Los carteles rezaban: «¿Han visto a este chico?». La idea no era del padre de Jacob, sino una iniciativa del mío, Charlie, que había hecho imprimir los anuncios y los había desplegado por toda la ciudad; y no sólo por Forks, sino también en Port Ángeles, Sequim, Aberdeen y cualquier otra ciudad de la península Olympic. Se había asegurado de que todas las comisarías del estado de Washington tuvieran también uno de esos carteles colgado en la pared. Su propia comisaría contaba con todo un panel de corcho dedicado a la búsqueda de Jacob. Generalmente solía estar casi vacío, para su disgusto y frustración.
Aunque mi padre se sentía disgustado por algo más que la ausencia de noticias. Estaba enfadado con Billy, el padre de Jacob y el mejor amigo de Charlie.
Porque Billy no había querido implicarse en la búsqueda de su «fugitivo» de dieciséis años, ni había colaborado poniendo carteles en La Push, la reserva de la costa donde había vivido Jacob. Y por su aparente resignación ante la desaparición, como si no hubiera nada que pudiera hacer, y su cantinela: «Jacob ya está crecidito. Regresará a casa cuando quiera».
También estaba frustrado conmigo por haberme puesto de parte de Billy.
Yo tampoco era partidaria de los anuncios, ya que tanto Billy como yo conocíamos, por así decirlo, el paradero de Jacob; y también sabíamos que nadie iba a ver a ese «chico».
Me alegraba que Edward se hubiera marchado de caza ese sábado, porque ante la visión de esos carteles se me formaba un nudo enorme en la garganta y los ojos me escocían, llenos de lágrimas punzantes, y también él se sentía fatal al verme reaccionar de ese modo.

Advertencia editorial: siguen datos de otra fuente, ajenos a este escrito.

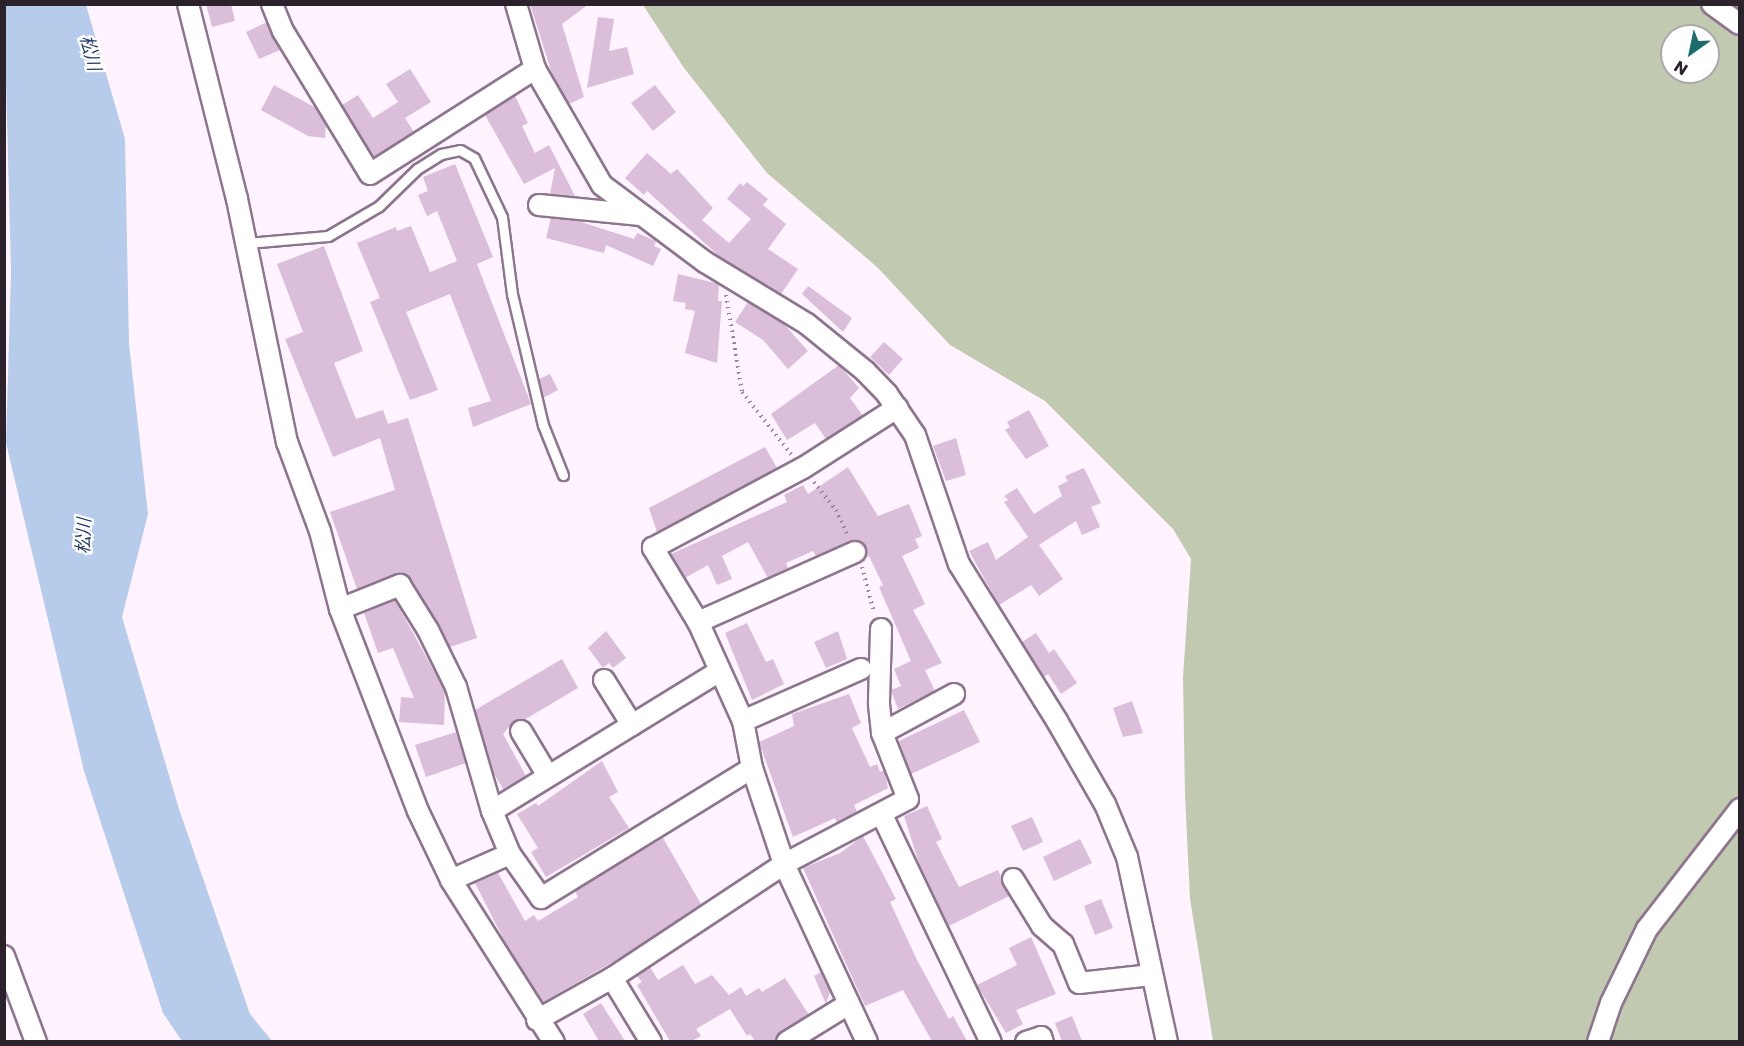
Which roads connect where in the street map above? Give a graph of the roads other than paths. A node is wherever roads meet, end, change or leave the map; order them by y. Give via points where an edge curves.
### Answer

Ahora bien, el sábado también tenía ciertos inconvenientes y vi uno de ellos nada más girar lenta y cuidadosamente hacia mi calle. El coche patrulla de mi padre estaba aparcado a la entrada de nuestra casa. Hoy había pasado de ir de pesca. Todavía andaría enfurruñado con lo de la boda.
Así que no podía usar el teléfono allí dentro, pero tenía que llamar…
Aparqué junto al bordillo, detrás de la «escultura» del Chevy, y saqué de la guantera el móvil que me había dado Edward para las emergencias. Marqué, manteniendo el dedo en el botón de «colgar» mientras el teléfono sonaba. Sólo por si acaso.
—¿Hola? —contestó Seth Clearwater y yo suspiré aliviada, porque era demasiado gallina para hablar con su hermana mayor, Leah. La frase «te voy a arrancar la cabeza» no era una simple metáfora cuando la pronunciaba ella.
—Hola, Seth, soy Bella.
—¡Ah, hola, Bella! ¿Cómo estás?
Medio asfixiada. Desesperada por sentirme más segura.
—Bien.
—¿Llamas para saber las últimas noticias?
—Pareces un psíquico…
—Qué va, yo no soy Alice… Es que tú eres bastante predecible —se burló él. Entre los miembros de la manada de los quileute en La Push, sólo Seth se sentía cómodo al mencionar a los Cullen por sus nombres, y era el único también que hacía bromas con cosas como mi futura cuñada, casi omnisciente.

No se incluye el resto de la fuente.